### What you should do
Write out the records word for word, with no pictures.

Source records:

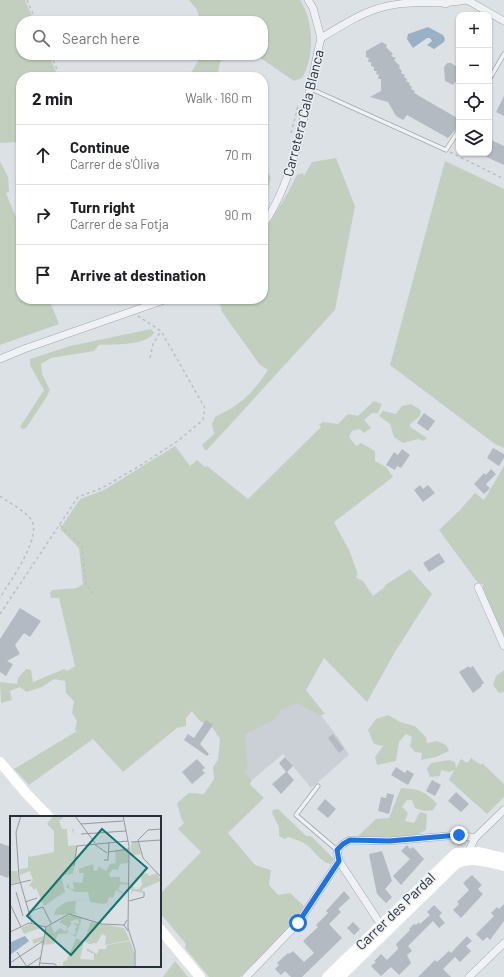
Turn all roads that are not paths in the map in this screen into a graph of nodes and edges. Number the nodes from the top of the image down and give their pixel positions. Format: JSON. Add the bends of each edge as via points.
{"nodes":[{"id":1,"x":308,"y":0,"type":"edge"},
{"id":2,"x":404,"y":1,"type":"edge"},
{"id":3,"x":438,"y":1,"type":"edge"},
{"id":4,"x":455,"y":1,"type":"edge"},
{"id":5,"x":504,"y":21,"type":"edge"},
{"id":6,"x":321,"y":38,"type":"junction"},
{"id":7,"x":504,"y":54,"type":"edge"},
{"id":8,"x":492,"y":75,"type":"edge"},
{"id":9,"x":309,"y":88,"type":"junction"},
{"id":10,"x":456,"y":135,"type":"edge"},
{"id":11,"x":268,"y":216,"type":"edge"},
{"id":12,"x":154,"y":304,"type":"edge"},
{"id":13,"x":0,"y":359,"type":"edge"},
{"id":14,"x":478,"y":587,"type":"dead end"},
{"id":15,"x":504,"y":646,"type":"edge"},
{"id":16,"x":0,"y":762,"type":"edge"},
{"id":17,"x":318,"y":786,"type":"dead end"},
{"id":18,"x":504,"y":810,"type":"edge"},
{"id":19,"x":49,"y":816,"type":"edge"},
{"id":20,"x":475,"y":838,"type":"junction"},
{"id":21,"x":337,"y":850,"type":"junction"},
{"id":22,"x":466,"y":855,"type":"junction"},
{"id":23,"x":504,"y":858,"type":"edge"},
{"id":24,"x":339,"y":861,"type":"junction"},
{"id":25,"x":504,"y":866,"type":"edge"},
{"id":26,"x":383,"y":929,"type":"junction"},
{"id":27,"x":161,"y":930,"type":"edge"},
{"id":28,"x":504,"y":942,"type":"edge"},
{"id":29,"x":200,"y":977,"type":"edge"},
{"id":30,"x":246,"y":977,"type":"edge"},
{"id":31,"x":327,"y":977,"type":"edge"},
{"id":32,"x":340,"y":977,"type":"edge"},
{"id":33,"x":469,"y":977,"type":"edge"}],
"edges":[{"from":1,"to":6,"type":"street","via":[[313,8]]},
{"from":2,"to":3,"type":"street","name":"Carretera Cala Blanca"},
{"from":2,"to":6,"type":"street","name":"Carretera Cala Blanca","via":[[376,7]]},
{"from":3,"to":4,"type":"street","name":"Carretera Cala Blanca","via":[[445,4]]},
{"from":4,"to":5,"type":"street","name":"Carretera Cala Blanca","via":[[467,0]]},
{"from":6,"to":9,"type":"street","name":"Carretera Cala Blanca"},
{"from":7,"to":8,"type":"lane"},
{"from":9,"to":10,"type":"lane","via":[[446,150]]},
{"from":9,"to":11,"type":"street","name":"Carretera Cala Blanca","via":[[285,184]]},
{"from":12,"to":13,"type":"street"},
{"from":14,"to":15,"type":"street"},
{"from":16,"to":19,"type":"street"},
{"from":17,"to":21,"type":"lane","via":[[296,815]]},
{"from":18,"to":20,"type":"street"},
{"from":20,"to":21,"type":"street","via":[[459,835],[389,841],[350,840]]},
{"from":20,"to":22,"type":"street"},
{"from":21,"to":24,"type":"street"},
{"from":22,"to":23,"type":"street","via":[[479,852]]},
{"from":22,"to":25,"type":"street"},
{"from":22,"to":26,"type":"street","name":"Carrer des Pardal","via":[[456,853]]},
{"from":24,"to":26,"type":"street"},
{"from":24,"to":30,"type":"street","via":[[298,923]]},
{"from":26,"to":31,"type":"street","name":"Carrer des Pardal"},
{"from":26,"to":32,"type":"street","name":"Carrer des Pardal"},
{"from":27,"to":29,"type":"street"},
{"from":28,"to":33,"type":"street"}]}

### Answer to this problem
Turn all roads that are not paths in the map in this screen into a graph of nodes and edges. Number the nodes from the top of the image down and give their pixel positions. Format: JSON. Add the bends of each edge as via points.
{"nodes":[{"id":1,"x":308,"y":0,"type":"edge"},
{"id":2,"x":404,"y":1,"type":"edge"},
{"id":3,"x":438,"y":1,"type":"edge"},
{"id":4,"x":455,"y":1,"type":"edge"},
{"id":5,"x":504,"y":21,"type":"edge"},
{"id":6,"x":321,"y":38,"type":"junction"},
{"id":7,"x":504,"y":54,"type":"edge"},
{"id":8,"x":492,"y":75,"type":"edge"},
{"id":9,"x":309,"y":88,"type":"junction"},
{"id":10,"x":456,"y":135,"type":"edge"},
{"id":11,"x":268,"y":216,"type":"edge"},
{"id":12,"x":154,"y":304,"type":"edge"},
{"id":13,"x":0,"y":359,"type":"edge"},
{"id":14,"x":478,"y":587,"type":"dead end"},
{"id":15,"x":504,"y":646,"type":"edge"},
{"id":16,"x":0,"y":762,"type":"edge"},
{"id":17,"x":318,"y":786,"type":"dead end"},
{"id":18,"x":504,"y":810,"type":"edge"},
{"id":19,"x":49,"y":816,"type":"edge"},
{"id":20,"x":475,"y":838,"type":"junction"},
{"id":21,"x":337,"y":850,"type":"junction"},
{"id":22,"x":466,"y":855,"type":"junction"},
{"id":23,"x":504,"y":858,"type":"edge"},
{"id":24,"x":339,"y":861,"type":"junction"},
{"id":25,"x":504,"y":866,"type":"edge"},
{"id":26,"x":383,"y":929,"type":"junction"},
{"id":27,"x":161,"y":930,"type":"edge"},
{"id":28,"x":504,"y":942,"type":"edge"},
{"id":29,"x":200,"y":977,"type":"edge"},
{"id":30,"x":246,"y":977,"type":"edge"},
{"id":31,"x":327,"y":977,"type":"edge"},
{"id":32,"x":340,"y":977,"type":"edge"},
{"id":33,"x":469,"y":977,"type":"edge"}],
"edges":[{"from":1,"to":6,"type":"street","via":[[313,8]]},
{"from":2,"to":3,"type":"street","name":"Carretera Cala Blanca"},
{"from":2,"to":6,"type":"street","name":"Carretera Cala Blanca","via":[[376,7]]},
{"from":3,"to":4,"type":"street","name":"Carretera Cala Blanca","via":[[445,4]]},
{"from":4,"to":5,"type":"street","name":"Carretera Cala Blanca","via":[[467,0]]},
{"from":6,"to":9,"type":"street","name":"Carretera Cala Blanca"},
{"from":7,"to":8,"type":"lane"},
{"from":9,"to":10,"type":"lane","via":[[446,150]]},
{"from":9,"to":11,"type":"street","name":"Carretera Cala Blanca","via":[[285,184]]},
{"from":12,"to":13,"type":"street"},
{"from":14,"to":15,"type":"street"},
{"from":16,"to":19,"type":"street"},
{"from":17,"to":21,"type":"lane","via":[[296,815]]},
{"from":18,"to":20,"type":"street"},
{"from":20,"to":21,"type":"street","via":[[459,835],[389,841],[350,840]]},
{"from":20,"to":22,"type":"street"},
{"from":21,"to":24,"type":"street"},
{"from":22,"to":23,"type":"street","via":[[479,852]]},
{"from":22,"to":25,"type":"street"},
{"from":22,"to":26,"type":"street","name":"Carrer des Pardal","via":[[456,853]]},
{"from":24,"to":26,"type":"street"},
{"from":24,"to":30,"type":"street","via":[[298,923]]},
{"from":26,"to":31,"type":"street","name":"Carrer des Pardal"},
{"from":26,"to":32,"type":"street","name":"Carrer des Pardal"},
{"from":27,"to":29,"type":"street"},
{"from":28,"to":33,"type":"street"}]}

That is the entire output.